■ Description of the task ■
The records that follow are to be transcribed word for word.

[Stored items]
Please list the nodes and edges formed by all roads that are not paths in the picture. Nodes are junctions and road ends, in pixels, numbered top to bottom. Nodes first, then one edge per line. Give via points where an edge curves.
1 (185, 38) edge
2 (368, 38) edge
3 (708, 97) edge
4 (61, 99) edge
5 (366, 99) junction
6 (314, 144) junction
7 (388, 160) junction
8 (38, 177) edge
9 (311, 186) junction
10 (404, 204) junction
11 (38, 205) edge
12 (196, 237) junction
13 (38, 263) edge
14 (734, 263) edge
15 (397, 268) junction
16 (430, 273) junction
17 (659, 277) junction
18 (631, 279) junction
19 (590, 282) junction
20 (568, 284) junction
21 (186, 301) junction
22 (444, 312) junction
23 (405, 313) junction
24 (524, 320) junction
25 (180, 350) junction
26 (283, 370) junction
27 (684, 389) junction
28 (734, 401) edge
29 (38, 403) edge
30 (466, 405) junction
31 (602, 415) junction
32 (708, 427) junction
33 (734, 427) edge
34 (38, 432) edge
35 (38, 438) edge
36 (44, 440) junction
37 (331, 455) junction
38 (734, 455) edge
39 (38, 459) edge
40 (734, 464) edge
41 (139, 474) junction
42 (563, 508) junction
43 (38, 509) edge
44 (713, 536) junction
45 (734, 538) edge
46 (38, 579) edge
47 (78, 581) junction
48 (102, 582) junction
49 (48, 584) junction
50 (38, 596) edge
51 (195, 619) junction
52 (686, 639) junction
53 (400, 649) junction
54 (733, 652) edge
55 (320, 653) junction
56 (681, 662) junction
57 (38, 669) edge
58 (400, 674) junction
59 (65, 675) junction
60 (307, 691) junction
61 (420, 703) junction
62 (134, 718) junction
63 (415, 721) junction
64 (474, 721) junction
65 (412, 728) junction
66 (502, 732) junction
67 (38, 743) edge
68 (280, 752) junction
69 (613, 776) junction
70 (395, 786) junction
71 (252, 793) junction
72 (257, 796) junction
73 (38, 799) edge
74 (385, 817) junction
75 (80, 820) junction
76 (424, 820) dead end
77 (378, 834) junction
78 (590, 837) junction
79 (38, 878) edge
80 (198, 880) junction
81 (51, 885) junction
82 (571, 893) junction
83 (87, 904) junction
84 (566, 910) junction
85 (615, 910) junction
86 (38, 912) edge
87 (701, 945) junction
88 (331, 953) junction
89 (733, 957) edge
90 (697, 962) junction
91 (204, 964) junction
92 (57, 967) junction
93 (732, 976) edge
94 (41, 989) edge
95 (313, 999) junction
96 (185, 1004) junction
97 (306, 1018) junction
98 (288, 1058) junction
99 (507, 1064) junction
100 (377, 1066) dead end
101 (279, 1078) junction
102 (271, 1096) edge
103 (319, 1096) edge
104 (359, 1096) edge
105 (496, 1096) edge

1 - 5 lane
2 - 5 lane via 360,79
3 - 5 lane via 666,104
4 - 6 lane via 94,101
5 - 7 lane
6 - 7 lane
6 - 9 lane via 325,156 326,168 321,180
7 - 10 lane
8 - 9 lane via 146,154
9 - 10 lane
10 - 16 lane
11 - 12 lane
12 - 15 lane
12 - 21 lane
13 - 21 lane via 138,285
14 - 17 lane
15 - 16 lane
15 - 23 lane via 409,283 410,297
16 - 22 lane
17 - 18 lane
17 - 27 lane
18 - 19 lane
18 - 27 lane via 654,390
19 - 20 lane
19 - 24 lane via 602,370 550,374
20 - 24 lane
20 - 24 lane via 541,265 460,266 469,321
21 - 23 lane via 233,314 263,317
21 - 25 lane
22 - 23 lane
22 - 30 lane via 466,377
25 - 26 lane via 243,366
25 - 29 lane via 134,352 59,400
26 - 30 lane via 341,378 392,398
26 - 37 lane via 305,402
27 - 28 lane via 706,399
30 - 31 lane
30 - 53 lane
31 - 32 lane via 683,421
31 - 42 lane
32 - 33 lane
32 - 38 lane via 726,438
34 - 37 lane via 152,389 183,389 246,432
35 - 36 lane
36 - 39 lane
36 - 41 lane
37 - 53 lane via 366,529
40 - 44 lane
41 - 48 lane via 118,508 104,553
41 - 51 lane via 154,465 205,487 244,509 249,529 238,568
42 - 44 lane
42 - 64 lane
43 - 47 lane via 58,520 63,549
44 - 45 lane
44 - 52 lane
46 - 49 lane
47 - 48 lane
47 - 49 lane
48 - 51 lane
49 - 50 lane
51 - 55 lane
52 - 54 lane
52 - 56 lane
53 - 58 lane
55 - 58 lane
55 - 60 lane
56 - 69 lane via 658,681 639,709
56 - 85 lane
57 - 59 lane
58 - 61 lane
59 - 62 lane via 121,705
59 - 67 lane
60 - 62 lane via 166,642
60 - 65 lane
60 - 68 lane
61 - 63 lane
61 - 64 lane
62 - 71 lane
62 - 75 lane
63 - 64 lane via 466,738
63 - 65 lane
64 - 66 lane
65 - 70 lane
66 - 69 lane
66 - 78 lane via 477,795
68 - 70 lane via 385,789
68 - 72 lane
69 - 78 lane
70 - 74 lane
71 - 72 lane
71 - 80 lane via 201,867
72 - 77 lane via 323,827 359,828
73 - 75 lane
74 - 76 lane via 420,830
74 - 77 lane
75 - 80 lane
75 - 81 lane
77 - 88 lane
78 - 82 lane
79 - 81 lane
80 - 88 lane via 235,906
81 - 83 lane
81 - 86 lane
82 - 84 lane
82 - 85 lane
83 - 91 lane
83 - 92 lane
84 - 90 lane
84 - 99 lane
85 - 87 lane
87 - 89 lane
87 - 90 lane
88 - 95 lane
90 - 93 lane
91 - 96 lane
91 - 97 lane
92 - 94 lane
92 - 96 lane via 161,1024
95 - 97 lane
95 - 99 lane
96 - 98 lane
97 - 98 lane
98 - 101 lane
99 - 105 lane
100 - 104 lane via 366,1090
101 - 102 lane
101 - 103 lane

■ Reply to the task ■
Please list the nodes and edges formed by all roads that are not paths in the picture. Nodes are junctions and road ends, in pixels, numbered top to bottom. Nodes first, then one edge per line. Give via points where an edge curves.
1 (185, 38) edge
2 (368, 38) edge
3 (708, 97) edge
4 (61, 99) edge
5 (366, 99) junction
6 (314, 144) junction
7 (388, 160) junction
8 (38, 177) edge
9 (311, 186) junction
10 (404, 204) junction
11 (38, 205) edge
12 (196, 237) junction
13 (38, 263) edge
14 (734, 263) edge
15 (397, 268) junction
16 (430, 273) junction
17 (659, 277) junction
18 (631, 279) junction
19 (590, 282) junction
20 (568, 284) junction
21 (186, 301) junction
22 (444, 312) junction
23 (405, 313) junction
24 (524, 320) junction
25 (180, 350) junction
26 (283, 370) junction
27 (684, 389) junction
28 (734, 401) edge
29 (38, 403) edge
30 (466, 405) junction
31 (602, 415) junction
32 (708, 427) junction
33 (734, 427) edge
34 (38, 432) edge
35 (38, 438) edge
36 (44, 440) junction
37 (331, 455) junction
38 (734, 455) edge
39 (38, 459) edge
40 (734, 464) edge
41 (139, 474) junction
42 (563, 508) junction
43 (38, 509) edge
44 (713, 536) junction
45 (734, 538) edge
46 (38, 579) edge
47 (78, 581) junction
48 (102, 582) junction
49 (48, 584) junction
50 (38, 596) edge
51 (195, 619) junction
52 (686, 639) junction
53 (400, 649) junction
54 (733, 652) edge
55 (320, 653) junction
56 (681, 662) junction
57 (38, 669) edge
58 (400, 674) junction
59 (65, 675) junction
60 (307, 691) junction
61 (420, 703) junction
62 (134, 718) junction
63 (415, 721) junction
64 (474, 721) junction
65 (412, 728) junction
66 (502, 732) junction
67 (38, 743) edge
68 (280, 752) junction
69 (613, 776) junction
70 (395, 786) junction
71 (252, 793) junction
72 (257, 796) junction
73 (38, 799) edge
74 (385, 817) junction
75 (80, 820) junction
76 (424, 820) dead end
77 (378, 834) junction
78 (590, 837) junction
79 (38, 878) edge
80 (198, 880) junction
81 (51, 885) junction
82 (571, 893) junction
83 (87, 904) junction
84 (566, 910) junction
85 (615, 910) junction
86 (38, 912) edge
87 (701, 945) junction
88 (331, 953) junction
89 (733, 957) edge
90 (697, 962) junction
91 (204, 964) junction
92 (57, 967) junction
93 (732, 976) edge
94 (41, 989) edge
95 (313, 999) junction
96 (185, 1004) junction
97 (306, 1018) junction
98 (288, 1058) junction
99 (507, 1064) junction
100 (377, 1066) dead end
101 (279, 1078) junction
102 (271, 1096) edge
103 (319, 1096) edge
104 (359, 1096) edge
105 (496, 1096) edge

1 - 5 lane
2 - 5 lane via 360,79
3 - 5 lane via 666,104
4 - 6 lane via 94,101
5 - 7 lane
6 - 7 lane
6 - 9 lane via 325,156 326,168 321,180
7 - 10 lane
8 - 9 lane via 146,154
9 - 10 lane
10 - 16 lane
11 - 12 lane
12 - 15 lane
12 - 21 lane
13 - 21 lane via 138,285
14 - 17 lane
15 - 16 lane
15 - 23 lane via 409,283 410,297
16 - 22 lane
17 - 18 lane
17 - 27 lane
18 - 19 lane
18 - 27 lane via 654,390
19 - 20 lane
19 - 24 lane via 602,370 550,374
20 - 24 lane
20 - 24 lane via 541,265 460,266 469,321
21 - 23 lane via 233,314 263,317
21 - 25 lane
22 - 23 lane
22 - 30 lane via 466,377
25 - 26 lane via 243,366
25 - 29 lane via 134,352 59,400
26 - 30 lane via 341,378 392,398
26 - 37 lane via 305,402
27 - 28 lane via 706,399
30 - 31 lane
30 - 53 lane
31 - 32 lane via 683,421
31 - 42 lane
32 - 33 lane
32 - 38 lane via 726,438
34 - 37 lane via 152,389 183,389 246,432
35 - 36 lane
36 - 39 lane
36 - 41 lane
37 - 53 lane via 366,529
40 - 44 lane
41 - 48 lane via 118,508 104,553
41 - 51 lane via 154,465 205,487 244,509 249,529 238,568
42 - 44 lane
42 - 64 lane
43 - 47 lane via 58,520 63,549
44 - 45 lane
44 - 52 lane
46 - 49 lane
47 - 48 lane
47 - 49 lane
48 - 51 lane
49 - 50 lane
51 - 55 lane
52 - 54 lane
52 - 56 lane
53 - 58 lane
55 - 58 lane
55 - 60 lane
56 - 69 lane via 658,681 639,709
56 - 85 lane
57 - 59 lane
58 - 61 lane
59 - 62 lane via 121,705
59 - 67 lane
60 - 62 lane via 166,642
60 - 65 lane
60 - 68 lane
61 - 63 lane
61 - 64 lane
62 - 71 lane
62 - 75 lane
63 - 64 lane via 466,738
63 - 65 lane
64 - 66 lane
65 - 70 lane
66 - 69 lane
66 - 78 lane via 477,795
68 - 70 lane via 385,789
68 - 72 lane
69 - 78 lane
70 - 74 lane
71 - 72 lane
71 - 80 lane via 201,867
72 - 77 lane via 323,827 359,828
73 - 75 lane
74 - 76 lane via 420,830
74 - 77 lane
75 - 80 lane
75 - 81 lane
77 - 88 lane
78 - 82 lane
79 - 81 lane
80 - 88 lane via 235,906
81 - 83 lane
81 - 86 lane
82 - 84 lane
82 - 85 lane
83 - 91 lane
83 - 92 lane
84 - 90 lane
84 - 99 lane
85 - 87 lane
87 - 89 lane
87 - 90 lane
88 - 95 lane
90 - 93 lane
91 - 96 lane
91 - 97 lane
92 - 94 lane
92 - 96 lane via 161,1024
95 - 97 lane
95 - 99 lane
96 - 98 lane
97 - 98 lane
98 - 101 lane
99 - 105 lane
100 - 104 lane via 366,1090
101 - 102 lane
101 - 103 lane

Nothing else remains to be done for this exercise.